Thread: GiST or GIN, I feel like I am doing something wrong
We are testing full text searching on a small chunk of our data. We have created an INDEX to make searching faster. From the PostgreSQL 8.3 docs, we are running 8.3.7, it seems we should be running GIN indexes. The reason GIN on paper seems like the right INDEX: * we have static data * we have over 241071 unique words (lexemes) * GIN index lookups are about three times faster and we are 99.9% searching The problem is that we have been testing with both INDEX types and GiST is killing GIN. I believe it has to do with the size of our GiST index. SELECT * from relation_size where relation like '%full%'; relation | size --------------------------------------------+-------- public.profile_images_fulltext_gin | 437 MB public.profile_images_fulltext | 161 MB public.profile_images_fulltext_gist | 66 MB public.profile_images_fulltext_pif_key_key | 18 MB (4 rows) So my questions... Why is the GiST index so large? Would the large size likely effect performance? Am I doing something fundamentally wrong?

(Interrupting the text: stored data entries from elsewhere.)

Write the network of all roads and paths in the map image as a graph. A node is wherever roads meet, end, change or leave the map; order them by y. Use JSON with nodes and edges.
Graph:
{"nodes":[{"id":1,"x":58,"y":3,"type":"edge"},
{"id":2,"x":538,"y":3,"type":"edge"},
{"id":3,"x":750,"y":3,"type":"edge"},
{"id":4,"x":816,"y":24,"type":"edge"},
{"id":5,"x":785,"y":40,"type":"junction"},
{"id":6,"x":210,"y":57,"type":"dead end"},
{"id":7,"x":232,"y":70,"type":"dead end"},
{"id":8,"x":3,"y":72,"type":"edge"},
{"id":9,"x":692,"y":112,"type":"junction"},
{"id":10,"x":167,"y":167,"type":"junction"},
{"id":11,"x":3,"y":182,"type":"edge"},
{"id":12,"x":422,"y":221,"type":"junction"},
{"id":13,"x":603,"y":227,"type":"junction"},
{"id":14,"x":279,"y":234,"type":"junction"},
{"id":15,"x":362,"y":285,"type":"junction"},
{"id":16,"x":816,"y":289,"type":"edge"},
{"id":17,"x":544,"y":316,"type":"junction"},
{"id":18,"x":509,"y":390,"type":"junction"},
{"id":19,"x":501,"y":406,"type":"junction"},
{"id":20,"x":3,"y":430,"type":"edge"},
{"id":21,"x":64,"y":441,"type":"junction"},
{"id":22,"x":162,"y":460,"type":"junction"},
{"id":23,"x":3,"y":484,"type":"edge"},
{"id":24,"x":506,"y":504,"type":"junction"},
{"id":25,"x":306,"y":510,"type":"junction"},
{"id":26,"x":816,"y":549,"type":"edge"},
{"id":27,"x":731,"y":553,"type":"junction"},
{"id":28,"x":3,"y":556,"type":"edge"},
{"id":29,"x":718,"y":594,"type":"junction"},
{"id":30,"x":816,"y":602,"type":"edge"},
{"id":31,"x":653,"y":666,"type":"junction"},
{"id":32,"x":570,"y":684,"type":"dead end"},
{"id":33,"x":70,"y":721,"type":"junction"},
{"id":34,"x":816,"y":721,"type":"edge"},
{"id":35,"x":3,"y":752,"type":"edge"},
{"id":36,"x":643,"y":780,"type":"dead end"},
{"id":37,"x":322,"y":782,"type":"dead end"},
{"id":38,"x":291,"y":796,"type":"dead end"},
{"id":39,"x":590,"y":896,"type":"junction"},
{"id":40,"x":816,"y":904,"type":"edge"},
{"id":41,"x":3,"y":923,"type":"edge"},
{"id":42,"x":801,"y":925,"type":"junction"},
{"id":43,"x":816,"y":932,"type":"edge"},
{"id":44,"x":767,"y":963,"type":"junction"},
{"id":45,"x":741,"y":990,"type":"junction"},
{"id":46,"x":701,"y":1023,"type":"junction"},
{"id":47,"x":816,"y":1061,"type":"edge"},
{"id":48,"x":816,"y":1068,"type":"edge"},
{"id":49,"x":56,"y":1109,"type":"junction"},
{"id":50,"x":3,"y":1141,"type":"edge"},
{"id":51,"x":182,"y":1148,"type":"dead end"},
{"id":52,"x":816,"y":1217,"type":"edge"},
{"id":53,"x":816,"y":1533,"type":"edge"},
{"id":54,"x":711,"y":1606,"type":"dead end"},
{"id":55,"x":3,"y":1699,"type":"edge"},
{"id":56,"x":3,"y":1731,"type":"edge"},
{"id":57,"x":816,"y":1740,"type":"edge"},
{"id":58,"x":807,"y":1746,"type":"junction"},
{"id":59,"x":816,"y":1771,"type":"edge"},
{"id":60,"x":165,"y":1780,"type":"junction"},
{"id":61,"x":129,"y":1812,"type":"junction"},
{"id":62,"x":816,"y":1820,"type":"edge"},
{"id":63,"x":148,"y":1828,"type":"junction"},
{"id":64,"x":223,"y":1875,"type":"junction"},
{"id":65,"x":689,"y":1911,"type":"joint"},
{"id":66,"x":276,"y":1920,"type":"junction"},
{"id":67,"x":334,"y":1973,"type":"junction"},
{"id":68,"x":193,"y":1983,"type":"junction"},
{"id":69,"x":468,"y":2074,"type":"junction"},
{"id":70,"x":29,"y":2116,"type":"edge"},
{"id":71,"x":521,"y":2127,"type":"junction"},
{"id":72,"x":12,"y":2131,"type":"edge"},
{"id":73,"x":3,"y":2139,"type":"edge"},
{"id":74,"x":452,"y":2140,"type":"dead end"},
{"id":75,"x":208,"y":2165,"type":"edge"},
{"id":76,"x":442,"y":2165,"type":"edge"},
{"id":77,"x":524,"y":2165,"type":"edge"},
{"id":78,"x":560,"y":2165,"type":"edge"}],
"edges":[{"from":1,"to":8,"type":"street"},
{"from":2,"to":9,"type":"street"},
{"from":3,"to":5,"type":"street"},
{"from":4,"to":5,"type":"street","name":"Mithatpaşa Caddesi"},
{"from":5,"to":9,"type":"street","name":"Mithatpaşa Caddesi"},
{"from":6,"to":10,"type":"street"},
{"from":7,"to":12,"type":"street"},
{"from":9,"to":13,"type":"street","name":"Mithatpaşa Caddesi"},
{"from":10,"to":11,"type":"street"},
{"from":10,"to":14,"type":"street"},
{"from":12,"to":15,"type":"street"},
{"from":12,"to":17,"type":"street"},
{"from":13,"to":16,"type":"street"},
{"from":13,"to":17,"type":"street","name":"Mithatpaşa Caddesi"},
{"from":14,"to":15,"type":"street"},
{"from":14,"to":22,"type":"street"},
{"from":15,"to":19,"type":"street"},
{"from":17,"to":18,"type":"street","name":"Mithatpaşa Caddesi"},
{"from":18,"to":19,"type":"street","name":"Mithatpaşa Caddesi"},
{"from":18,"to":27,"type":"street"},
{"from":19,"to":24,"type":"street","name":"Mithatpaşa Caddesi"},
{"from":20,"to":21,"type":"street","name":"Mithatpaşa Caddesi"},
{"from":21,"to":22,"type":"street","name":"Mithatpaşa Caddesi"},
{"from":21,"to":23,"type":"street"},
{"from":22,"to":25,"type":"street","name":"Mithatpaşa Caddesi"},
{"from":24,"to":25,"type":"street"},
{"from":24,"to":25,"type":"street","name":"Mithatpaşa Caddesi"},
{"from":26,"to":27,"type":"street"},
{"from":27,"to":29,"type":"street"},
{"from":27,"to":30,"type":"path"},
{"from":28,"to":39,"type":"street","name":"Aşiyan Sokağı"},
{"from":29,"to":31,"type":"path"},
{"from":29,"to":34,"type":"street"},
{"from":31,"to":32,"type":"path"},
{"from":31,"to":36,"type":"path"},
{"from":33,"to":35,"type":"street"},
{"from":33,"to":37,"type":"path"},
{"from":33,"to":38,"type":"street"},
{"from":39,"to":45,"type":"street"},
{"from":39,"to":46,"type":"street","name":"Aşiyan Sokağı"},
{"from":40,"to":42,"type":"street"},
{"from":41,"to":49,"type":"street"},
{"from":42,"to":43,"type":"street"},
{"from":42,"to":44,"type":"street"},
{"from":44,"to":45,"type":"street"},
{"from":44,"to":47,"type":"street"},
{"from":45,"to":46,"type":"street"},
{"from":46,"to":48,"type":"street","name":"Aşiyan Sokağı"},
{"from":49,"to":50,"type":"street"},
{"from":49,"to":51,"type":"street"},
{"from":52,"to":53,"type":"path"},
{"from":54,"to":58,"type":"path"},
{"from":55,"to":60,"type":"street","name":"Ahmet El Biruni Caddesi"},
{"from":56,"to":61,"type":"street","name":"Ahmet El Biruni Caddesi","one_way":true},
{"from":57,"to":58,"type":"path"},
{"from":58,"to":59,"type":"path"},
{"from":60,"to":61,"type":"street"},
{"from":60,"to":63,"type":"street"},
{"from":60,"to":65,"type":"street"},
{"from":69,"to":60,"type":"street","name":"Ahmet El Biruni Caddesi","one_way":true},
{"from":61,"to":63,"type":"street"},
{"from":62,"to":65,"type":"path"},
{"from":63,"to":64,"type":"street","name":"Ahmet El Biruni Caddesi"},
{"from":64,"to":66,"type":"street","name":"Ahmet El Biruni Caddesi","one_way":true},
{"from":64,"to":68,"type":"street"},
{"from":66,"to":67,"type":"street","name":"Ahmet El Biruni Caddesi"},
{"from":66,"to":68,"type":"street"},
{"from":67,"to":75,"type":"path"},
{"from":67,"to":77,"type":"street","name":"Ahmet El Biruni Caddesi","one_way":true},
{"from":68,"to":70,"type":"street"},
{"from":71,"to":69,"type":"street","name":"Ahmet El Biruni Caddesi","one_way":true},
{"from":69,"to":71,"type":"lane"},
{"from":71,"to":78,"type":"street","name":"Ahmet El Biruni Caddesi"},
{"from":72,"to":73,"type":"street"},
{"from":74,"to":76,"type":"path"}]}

Yes I was sure to ANALYZE public.profile_images_fulltext between all my INDEX DROP and CREATE More details: owl=# \d profile_images_fulltext Table "public.profile_images_fulltext" Column | Type | Modifiers ------------------+-----------------------------+--------------- pif_key | bigint | not null content | tsvector | datetime_created | timestamp without time zone | default now() raw | text | owl=# SELECT count (pif_key) from public.profile_images_fulltext; count -------- 630699 (1 row) owl=# SELECT count(word) FROM ts_stat('SELECT content FROM profile_images_fulltext'); count -------- 241071 (1 row) CREATE INDEX profile_images_fulltext_gin ON profile_images_fulltext USING gin(content); CREATE INDEX profile_images_fulltext_gist ON profile_images_fulltext USING gist(content); Any and all thoughts would be greatly appreciated, Aaron Thul http://www.chasingnuts.com Life is complex: it has real and imaginary components.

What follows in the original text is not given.